Wanhu Liangfang aligns the Pharmacy Benefit Management (PBM) model with China’s healthcare reform initiatives, particularly the tiered diagnosis and treatment system. Centered on the core objectives of “lowering drug prices, safeguarding medical insurance funds, and benefiting public welfare,” the company provides comprehensive solutions for China’s pharmaceutical and broader health industries. By innovating in chronic disease management, Wanhu Liangfang offers patients a sustainable care model, delivering high-quality services to enrolled members through community health service centers.
Magi Health approaches the issue from the payment side, focusing on two key areas: “New Payment” (including pharmaceutical benefits, installment plans for medications, and efficacy insurance) and “New Retail” (including DTP pharmacy networks and cloud pharmacy home delivery). By integrating the upstream and downstream segments of the healthcare value chain, Magi Health helps patients access cutting-edge drugs and medical services more conveniently and at a lower cost, thereby effectively improving the accessibility of medications and high-quality healthcare services. Currently, Magi Health has partnered with numerous domestic and international pharmaceutical companies and insurance institutions to develop innovative commercial health insurance products for several blockbuster drugs.
Focusing on oncology, the disease category most likely to cause patients to fall back into poverty due to illness, Sipai Health has partnered with numerous domestic insurance institutions to develop health insurance projects and establish a health insurance management network. Leveraging its medical data capabilities, Sipai Health has built a nationwide PPO (Preferred Provider Organization for Oncology) to help major insurance companies design innovative products and provide patient-centric professional services. Sipai Health’s first nationwide DTP (Direct-to-Patient) pharmacy network is now operational, using Sipai Pharmacy as the physical service hub across 290 cities in China. It provides specialized medical follow-up services for patient medication and offers one-stop DTP pharmaceutical solutions for health insurance products.

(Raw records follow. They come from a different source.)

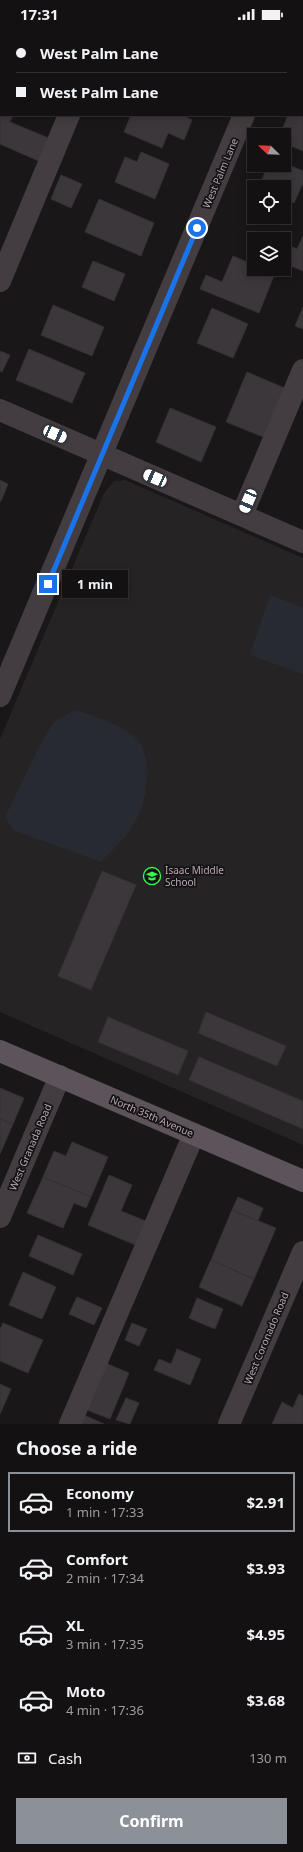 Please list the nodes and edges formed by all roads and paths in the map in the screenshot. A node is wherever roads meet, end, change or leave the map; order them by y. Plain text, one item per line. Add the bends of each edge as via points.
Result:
1 (69, 116) edge
2 (244, 116) edge
3 (0, 281) edge
4 (303, 370) edge
5 (0, 410) edge
6 (103, 455) junction
7 (242, 515) junction
8 (303, 542) edge
9 (0, 696) edge
10 (0, 1051) edge
11 (60, 1076) junction
12 (194, 1134) junction
13 (303, 1181) edge
14 (0, 1217) edge
15 (303, 1252) edge
16 (70, 1424) edge
17 (229, 1424) edge

1 - 3 street
2 - 6 street, West Palm Lane
4 - 7 street
5 - 6 street
6 - 7 street
6 - 9 street, West Palm Lane
7 - 8 street
10 - 11 main road, North 35th Avenue
11 - 12 main road, North 35th Avenue
11 - 14 street, West Granada Road
12 - 13 main road, North 35th Avenue
12 - 16 street
15 - 17 street, West Coronado Road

Fucunbao Technology focuses on the medical payment capacity of rural populations, striving to expand coverage and enhance protection levels for residents in towns and townships. Urban residents often struggle with high out-of-pocket expenses for serious illnesses; rural populations, who have lower levels of medical security, face even greater challenges. Villagers can enroll and pay premiums online, while Fucunbao designs reimbursement plans digitally. By adopting the National Health Commission’s CN-DRGs application standards, the platform classifies diseases online and provides equitable subsidies across 1,539 disease categories. This approach offers Chinese villagers more cost-effective medical insurance solutions, effectively assisting the government in addressing critical shortcomings in rural livelihoods.
FountainVest’s global resource network and long-term investment strategy enable us to support the growth of our portfolio companies by providing tailored services that address their development needs at different stages. FountainVest also invites and looks forward to like-minded partners joining the ecosystem companies in its healthcare payment innovation sector.